### Raw data
= = = = = = =

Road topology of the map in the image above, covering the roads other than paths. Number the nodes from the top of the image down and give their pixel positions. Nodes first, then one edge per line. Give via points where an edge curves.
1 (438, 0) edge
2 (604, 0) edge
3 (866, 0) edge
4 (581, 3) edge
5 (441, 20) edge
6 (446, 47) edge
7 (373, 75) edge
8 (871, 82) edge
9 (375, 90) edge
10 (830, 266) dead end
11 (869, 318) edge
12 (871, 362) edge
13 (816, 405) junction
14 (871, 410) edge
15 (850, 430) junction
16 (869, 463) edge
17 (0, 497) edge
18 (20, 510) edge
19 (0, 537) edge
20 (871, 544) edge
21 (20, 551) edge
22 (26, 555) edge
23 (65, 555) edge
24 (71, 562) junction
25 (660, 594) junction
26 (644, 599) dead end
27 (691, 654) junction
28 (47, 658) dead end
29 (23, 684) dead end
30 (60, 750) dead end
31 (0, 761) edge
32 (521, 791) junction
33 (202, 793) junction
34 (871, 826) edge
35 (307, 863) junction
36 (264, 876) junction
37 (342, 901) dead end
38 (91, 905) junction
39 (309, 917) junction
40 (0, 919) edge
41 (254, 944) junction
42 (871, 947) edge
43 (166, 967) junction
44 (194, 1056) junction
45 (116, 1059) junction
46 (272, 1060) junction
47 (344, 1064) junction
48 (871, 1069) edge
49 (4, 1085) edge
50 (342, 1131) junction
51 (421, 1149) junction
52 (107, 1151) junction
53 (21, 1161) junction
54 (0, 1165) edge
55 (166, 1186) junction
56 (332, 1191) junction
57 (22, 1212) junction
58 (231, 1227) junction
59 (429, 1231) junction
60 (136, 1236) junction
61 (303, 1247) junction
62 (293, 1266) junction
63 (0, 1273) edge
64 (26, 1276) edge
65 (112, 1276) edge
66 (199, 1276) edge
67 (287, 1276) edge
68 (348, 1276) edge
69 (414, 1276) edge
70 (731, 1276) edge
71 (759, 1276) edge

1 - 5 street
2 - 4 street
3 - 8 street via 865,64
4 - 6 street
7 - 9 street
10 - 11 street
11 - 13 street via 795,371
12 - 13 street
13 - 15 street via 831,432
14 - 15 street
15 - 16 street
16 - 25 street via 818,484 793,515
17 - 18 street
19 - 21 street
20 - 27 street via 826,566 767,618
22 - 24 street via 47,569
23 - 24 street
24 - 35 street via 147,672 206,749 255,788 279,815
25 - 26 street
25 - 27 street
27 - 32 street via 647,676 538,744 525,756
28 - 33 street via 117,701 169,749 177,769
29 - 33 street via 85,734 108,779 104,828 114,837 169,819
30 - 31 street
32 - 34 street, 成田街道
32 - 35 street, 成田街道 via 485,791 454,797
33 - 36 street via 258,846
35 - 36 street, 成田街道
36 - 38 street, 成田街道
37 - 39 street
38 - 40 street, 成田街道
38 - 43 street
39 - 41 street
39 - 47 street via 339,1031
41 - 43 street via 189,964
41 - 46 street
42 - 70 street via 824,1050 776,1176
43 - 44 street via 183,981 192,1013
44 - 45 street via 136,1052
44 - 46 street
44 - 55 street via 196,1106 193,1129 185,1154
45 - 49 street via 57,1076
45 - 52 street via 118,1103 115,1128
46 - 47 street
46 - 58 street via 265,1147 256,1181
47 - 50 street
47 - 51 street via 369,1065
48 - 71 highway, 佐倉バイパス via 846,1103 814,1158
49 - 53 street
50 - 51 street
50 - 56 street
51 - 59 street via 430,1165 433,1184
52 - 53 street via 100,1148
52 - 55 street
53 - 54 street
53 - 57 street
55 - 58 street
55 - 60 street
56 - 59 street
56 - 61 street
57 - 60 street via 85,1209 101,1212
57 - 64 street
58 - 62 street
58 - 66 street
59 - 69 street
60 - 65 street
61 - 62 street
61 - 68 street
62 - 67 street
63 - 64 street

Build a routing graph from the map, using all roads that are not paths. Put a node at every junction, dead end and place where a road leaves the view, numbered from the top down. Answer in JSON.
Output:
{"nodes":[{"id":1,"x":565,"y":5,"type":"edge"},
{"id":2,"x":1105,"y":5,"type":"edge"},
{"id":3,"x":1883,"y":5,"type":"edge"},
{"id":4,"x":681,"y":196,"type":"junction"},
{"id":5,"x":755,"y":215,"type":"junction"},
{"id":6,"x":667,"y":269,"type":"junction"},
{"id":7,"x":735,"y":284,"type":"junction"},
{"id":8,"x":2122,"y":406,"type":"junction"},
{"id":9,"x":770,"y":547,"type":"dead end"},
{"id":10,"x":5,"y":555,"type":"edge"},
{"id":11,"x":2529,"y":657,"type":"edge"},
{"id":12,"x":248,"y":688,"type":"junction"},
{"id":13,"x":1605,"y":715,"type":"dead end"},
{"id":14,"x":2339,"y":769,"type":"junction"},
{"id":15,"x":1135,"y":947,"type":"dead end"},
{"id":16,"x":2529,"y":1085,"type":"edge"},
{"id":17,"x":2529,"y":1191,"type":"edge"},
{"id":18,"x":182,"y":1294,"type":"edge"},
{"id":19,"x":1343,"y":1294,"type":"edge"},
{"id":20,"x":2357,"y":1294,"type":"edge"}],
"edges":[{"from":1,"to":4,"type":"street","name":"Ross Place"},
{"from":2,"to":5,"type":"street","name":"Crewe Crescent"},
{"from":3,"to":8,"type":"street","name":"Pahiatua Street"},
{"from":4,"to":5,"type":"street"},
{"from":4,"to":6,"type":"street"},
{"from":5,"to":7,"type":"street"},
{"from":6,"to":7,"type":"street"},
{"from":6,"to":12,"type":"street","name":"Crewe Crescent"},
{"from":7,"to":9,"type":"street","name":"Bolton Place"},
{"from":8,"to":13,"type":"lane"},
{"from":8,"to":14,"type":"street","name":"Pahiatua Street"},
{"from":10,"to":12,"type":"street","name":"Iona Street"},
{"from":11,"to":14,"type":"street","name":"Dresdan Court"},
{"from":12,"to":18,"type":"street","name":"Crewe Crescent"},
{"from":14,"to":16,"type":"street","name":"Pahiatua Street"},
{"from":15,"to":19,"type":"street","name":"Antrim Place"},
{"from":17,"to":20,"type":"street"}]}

= = = = = = =

### Exercise goal
Please count the lines of the material above that contain "Crescent", and give only the number.

### Solution
3